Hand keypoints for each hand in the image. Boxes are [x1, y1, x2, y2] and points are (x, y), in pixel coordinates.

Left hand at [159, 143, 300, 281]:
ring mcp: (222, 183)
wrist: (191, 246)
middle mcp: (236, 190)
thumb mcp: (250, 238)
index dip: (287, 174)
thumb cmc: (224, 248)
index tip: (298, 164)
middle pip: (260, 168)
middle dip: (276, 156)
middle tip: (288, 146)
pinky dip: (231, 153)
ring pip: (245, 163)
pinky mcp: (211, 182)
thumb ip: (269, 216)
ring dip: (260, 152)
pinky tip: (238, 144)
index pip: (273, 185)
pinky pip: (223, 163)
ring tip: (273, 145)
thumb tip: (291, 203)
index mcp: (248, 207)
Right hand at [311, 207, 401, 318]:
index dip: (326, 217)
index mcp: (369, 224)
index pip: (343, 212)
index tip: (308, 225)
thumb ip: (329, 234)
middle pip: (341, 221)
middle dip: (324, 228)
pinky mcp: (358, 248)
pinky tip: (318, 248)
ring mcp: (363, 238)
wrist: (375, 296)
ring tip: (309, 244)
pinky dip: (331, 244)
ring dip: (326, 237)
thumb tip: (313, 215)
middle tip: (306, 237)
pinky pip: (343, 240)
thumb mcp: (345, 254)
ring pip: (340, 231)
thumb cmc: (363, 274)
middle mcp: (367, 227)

************

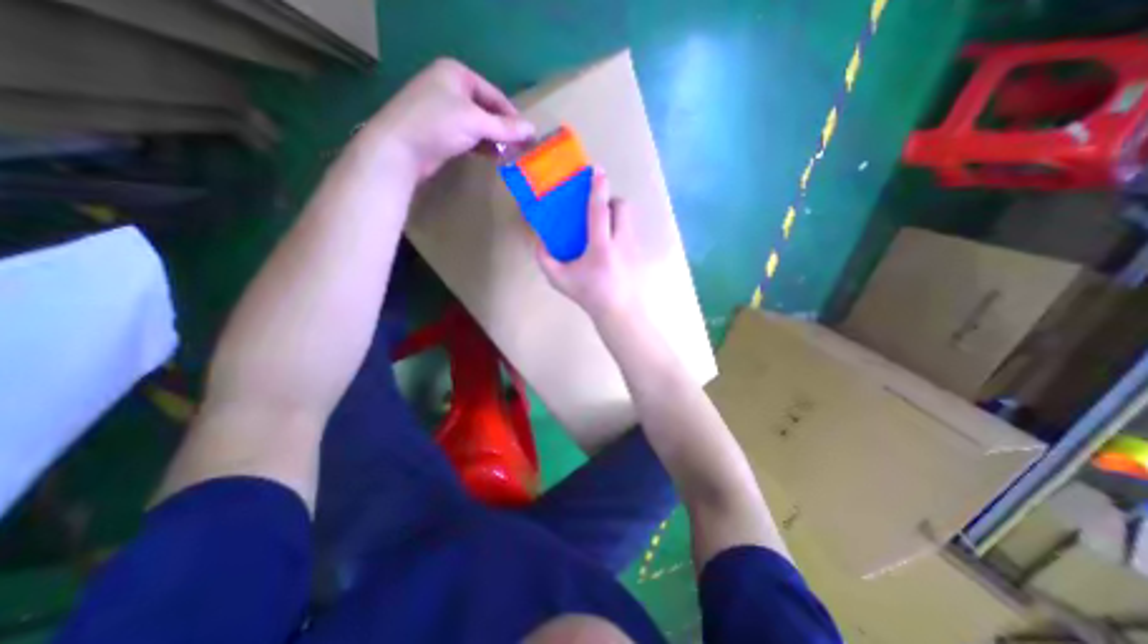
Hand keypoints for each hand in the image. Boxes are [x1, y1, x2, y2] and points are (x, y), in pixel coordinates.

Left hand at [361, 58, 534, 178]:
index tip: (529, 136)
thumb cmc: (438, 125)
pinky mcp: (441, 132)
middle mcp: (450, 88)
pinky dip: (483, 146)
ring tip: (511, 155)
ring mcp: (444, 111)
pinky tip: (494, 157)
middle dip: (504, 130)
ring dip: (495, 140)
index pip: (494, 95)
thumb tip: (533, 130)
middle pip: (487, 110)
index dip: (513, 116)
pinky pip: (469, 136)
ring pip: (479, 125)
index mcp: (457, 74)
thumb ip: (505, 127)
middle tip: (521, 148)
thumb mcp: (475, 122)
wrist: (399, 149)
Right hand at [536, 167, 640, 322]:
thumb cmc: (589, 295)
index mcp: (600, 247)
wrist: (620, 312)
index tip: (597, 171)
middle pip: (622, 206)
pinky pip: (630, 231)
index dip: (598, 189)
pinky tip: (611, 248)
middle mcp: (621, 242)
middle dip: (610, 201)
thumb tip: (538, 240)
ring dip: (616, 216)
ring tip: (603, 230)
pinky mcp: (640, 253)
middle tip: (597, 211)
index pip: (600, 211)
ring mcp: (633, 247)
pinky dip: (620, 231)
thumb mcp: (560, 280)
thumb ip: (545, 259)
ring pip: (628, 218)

************

Across the entries, how many lines hold the word "hand"? Say only the number.

6